Readit News logoReadit News
ghj · 6 years ago
It's really hard to write correct code.

Sorting was broken in java and nobody noticed for a long time: http://envisage-project.eu/wp-content/uploads/2015/02/sortin...

The same was true for java's binary search: https://ai.googleblog.com/2006/06/extra-extra-read-all-about...

So I am not sure I will ever trust an ML algorithm trained on inputs/outputs only (which is what I think "neural program induction" means). The above bugs are only hit because the programmers who wrote it didn't think about overflow. What is this "neural programmer" assuming about their inputs? We'll never know.

OTOH the standard library sort can be improved if you know the distribution of the numbers you're sorting (e.g., small numbers can bucket sort, small lists can use a sorting network, etc). If this thing can efficiently almost-correctly-sort because it's better at these types of pattern matching, we can just run a final pass of insertion sort to make it useful!

malisper · 6 years ago
> OTOH the standard library sort can be improved if you know the distribution of the numbers you're sorting (e.g., small numbers can bucket sort, small lists can use a sorting network, etc). If this thing can efficiently almost-correctly-sort because it's better at these types of pattern matching, we can just run a final pass of insertion sort to make it useful!

I haven't read this paper, but that strategy was exactly the strategy behind "The Case for Learned Index Structures"[0]. The idea was you could train a model to predict the location of a row based on a primary key. After computing the model, you could then go through every row and compute a bound on how far off the model is from the actual row. To perform a lookup, you start off at the model's guess, then look around based on the bound on the model for a row with the given primary key.

[0] https://arxiv.org/abs/1712.01208

eru · 6 years ago
> If this thing can efficiently almost-correctly-sort because it's better at these types of pattern matching, we can just run a final pass of insertion sort to make it useful!

Depends on what kinds of mistakes the almost-correct approach makes. If it just puts elements in the wrong order, your suggestion works. But if it makes mistakes like duplicating elements, or dropping them, or completely making up new entries, no post-processing will help.

> OTOH the standard library sort can be improved if you know the distribution of the numbers you're sorting (e.g., small numbers can bucket sort, small lists can use a sorting network, etc).
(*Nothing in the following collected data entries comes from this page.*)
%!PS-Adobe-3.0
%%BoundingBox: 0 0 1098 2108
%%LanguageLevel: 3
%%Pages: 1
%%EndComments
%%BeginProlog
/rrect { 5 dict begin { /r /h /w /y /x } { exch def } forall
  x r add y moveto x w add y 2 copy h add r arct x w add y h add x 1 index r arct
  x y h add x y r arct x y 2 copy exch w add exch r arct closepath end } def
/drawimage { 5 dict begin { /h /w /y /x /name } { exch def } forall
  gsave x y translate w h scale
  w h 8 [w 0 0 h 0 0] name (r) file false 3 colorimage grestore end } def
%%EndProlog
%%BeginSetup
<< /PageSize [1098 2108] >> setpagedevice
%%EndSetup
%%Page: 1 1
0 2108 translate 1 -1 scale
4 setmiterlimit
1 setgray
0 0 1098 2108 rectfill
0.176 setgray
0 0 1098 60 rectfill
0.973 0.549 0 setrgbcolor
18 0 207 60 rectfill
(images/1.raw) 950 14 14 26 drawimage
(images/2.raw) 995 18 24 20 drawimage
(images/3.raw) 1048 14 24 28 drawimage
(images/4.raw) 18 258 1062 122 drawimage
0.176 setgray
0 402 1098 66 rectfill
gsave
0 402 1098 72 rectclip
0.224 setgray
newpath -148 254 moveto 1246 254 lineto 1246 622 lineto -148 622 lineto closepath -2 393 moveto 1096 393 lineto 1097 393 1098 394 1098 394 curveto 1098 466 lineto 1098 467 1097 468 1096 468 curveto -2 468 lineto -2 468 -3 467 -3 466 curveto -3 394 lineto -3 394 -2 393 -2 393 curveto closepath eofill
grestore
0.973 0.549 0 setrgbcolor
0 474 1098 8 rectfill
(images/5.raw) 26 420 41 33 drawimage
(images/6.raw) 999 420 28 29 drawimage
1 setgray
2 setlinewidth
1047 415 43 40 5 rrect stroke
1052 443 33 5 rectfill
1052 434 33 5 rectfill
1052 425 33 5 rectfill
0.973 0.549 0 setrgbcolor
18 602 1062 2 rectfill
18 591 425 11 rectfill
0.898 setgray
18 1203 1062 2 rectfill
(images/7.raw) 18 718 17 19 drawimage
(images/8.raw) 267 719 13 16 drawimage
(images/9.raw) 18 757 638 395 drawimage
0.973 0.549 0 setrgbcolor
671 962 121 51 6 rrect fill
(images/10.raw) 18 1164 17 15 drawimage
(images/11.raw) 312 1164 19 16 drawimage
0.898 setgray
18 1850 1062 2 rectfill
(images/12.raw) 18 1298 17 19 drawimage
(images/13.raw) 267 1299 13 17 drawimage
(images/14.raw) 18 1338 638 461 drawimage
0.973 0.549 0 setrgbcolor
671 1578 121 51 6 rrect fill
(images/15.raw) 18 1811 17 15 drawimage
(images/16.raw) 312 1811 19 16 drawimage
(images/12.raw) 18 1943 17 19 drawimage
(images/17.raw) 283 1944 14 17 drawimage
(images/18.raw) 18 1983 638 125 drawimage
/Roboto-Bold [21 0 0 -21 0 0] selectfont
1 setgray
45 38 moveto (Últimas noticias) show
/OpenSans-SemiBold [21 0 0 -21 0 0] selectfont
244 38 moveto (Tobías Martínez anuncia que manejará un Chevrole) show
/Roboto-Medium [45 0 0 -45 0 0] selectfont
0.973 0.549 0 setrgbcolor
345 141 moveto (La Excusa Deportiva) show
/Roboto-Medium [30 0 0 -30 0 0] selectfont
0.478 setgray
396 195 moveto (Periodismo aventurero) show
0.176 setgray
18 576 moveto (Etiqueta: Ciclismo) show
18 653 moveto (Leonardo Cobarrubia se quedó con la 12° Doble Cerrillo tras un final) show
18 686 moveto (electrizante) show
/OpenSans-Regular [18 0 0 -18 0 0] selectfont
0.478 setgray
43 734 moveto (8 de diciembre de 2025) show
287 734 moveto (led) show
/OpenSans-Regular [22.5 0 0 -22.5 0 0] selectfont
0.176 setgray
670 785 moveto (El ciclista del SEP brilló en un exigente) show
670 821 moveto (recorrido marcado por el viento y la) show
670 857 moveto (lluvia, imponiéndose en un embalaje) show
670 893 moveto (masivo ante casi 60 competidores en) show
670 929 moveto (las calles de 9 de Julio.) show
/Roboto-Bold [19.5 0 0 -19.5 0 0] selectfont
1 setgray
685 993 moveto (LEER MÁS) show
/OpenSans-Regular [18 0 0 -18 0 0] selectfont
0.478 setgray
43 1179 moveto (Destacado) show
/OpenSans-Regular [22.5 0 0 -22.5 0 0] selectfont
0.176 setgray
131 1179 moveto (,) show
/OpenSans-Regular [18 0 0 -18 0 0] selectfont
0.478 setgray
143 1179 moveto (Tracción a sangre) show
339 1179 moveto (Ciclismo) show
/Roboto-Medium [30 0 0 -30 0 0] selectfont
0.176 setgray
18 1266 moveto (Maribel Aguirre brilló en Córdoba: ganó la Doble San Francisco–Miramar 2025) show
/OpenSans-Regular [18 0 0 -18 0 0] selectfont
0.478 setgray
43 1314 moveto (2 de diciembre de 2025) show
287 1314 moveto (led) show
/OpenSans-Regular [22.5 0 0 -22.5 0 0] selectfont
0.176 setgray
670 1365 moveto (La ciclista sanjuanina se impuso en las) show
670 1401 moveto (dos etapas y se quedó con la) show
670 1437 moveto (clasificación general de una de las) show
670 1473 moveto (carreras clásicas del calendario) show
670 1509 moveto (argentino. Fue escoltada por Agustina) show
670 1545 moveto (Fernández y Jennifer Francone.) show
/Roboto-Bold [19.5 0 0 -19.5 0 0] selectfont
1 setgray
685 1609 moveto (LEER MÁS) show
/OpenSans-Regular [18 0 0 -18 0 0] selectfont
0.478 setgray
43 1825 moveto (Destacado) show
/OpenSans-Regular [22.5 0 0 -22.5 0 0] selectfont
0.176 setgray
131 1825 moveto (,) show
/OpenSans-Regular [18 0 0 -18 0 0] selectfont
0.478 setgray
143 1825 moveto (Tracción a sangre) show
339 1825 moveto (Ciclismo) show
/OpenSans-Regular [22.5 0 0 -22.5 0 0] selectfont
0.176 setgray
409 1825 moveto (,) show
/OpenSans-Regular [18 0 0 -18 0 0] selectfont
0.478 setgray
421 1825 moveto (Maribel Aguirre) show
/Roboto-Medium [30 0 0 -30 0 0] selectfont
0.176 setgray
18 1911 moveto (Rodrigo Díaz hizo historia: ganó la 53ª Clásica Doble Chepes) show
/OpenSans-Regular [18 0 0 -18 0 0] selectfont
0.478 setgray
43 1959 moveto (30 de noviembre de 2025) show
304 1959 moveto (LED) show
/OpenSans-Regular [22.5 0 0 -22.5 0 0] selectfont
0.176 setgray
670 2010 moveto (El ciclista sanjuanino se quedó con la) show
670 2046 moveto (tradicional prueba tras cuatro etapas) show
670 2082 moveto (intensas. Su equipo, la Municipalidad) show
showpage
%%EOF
Even better: the standard library sort usually assumes only comparison. For special cases like sorting on integer keys you can conceivably do better.

ogogmad · 6 years ago
> Depends on what kinds of mistakes the almost-correct approach makes. If it just puts elements in the wrong order, your suggestion works. But if it makes mistakes like duplicating elements, or dropping them, or completely making up new entries, no post-processing will help.

The algorithm modifies the original list only by swapping entries. As such, it's guaranteed to result in a permutation.

im3w1l-alt · 6 years ago
If you let the number of objects to sort go to infinity while keeping size of objects in bits capped, then they will behave like integers.
mpfundstein · 6 years ago
IMO its not about replacing deterministic algorithms used in van Neuman machines (even though that would be a nice side effect).

I feel that if we ever want to build an intelligent problem solver machine, we need some facility for abstract reasoning and work like this papet is a major contributor towards that goal. (if its reproducible and valid ofc...)

pansa2 · 6 years ago
> I am not sure I will ever trust an ML algorithm trained on inputs/outputs only

It’s doing TDD!

jtms · 6 years ago
Imagine a world where all programmers do is write the tests and the generalized learning algos write all the implementations.
nardi · 6 years ago
Next step is to prove the ML-produced algorithm is correct. I can see a world where we generate algorithms and then automatically prove they're correct based on a formal description of the problem being solved.
bufferoverflow · 6 years ago
It doesn't need to be 100% correct. There's a place for fast sorting algorithms which are correct most of the time - basically anything non-critical, like sorting comments by upvotes.

According to the article, they couldn't find a case where it wasn't correct.

adrianN · 6 years ago
We suck really hard at proving code correct that was written explicitly with the goal in mind to be formally verified. The techniques there are still quite immature. I wonder how long it will take until we have a reasonably working pipeline of ML+formal verification. Maybe it's just easier to generate correct code from the spec than to learn it from examples and then verifying it with the specification?
rusticpenn · 6 years ago
Well designed ML techniques are always correct 99% of the time. Its the 1% that is the problem.
Cthulhu_ · 6 years ago
Call me naive but, wouldn't feeding it random input and expected output sorted by existing and proven (but slower) sorting algorithms do the trick?
Shorel · 6 years ago
It would be funny if a two phase approach to sorting would result in increased average performance.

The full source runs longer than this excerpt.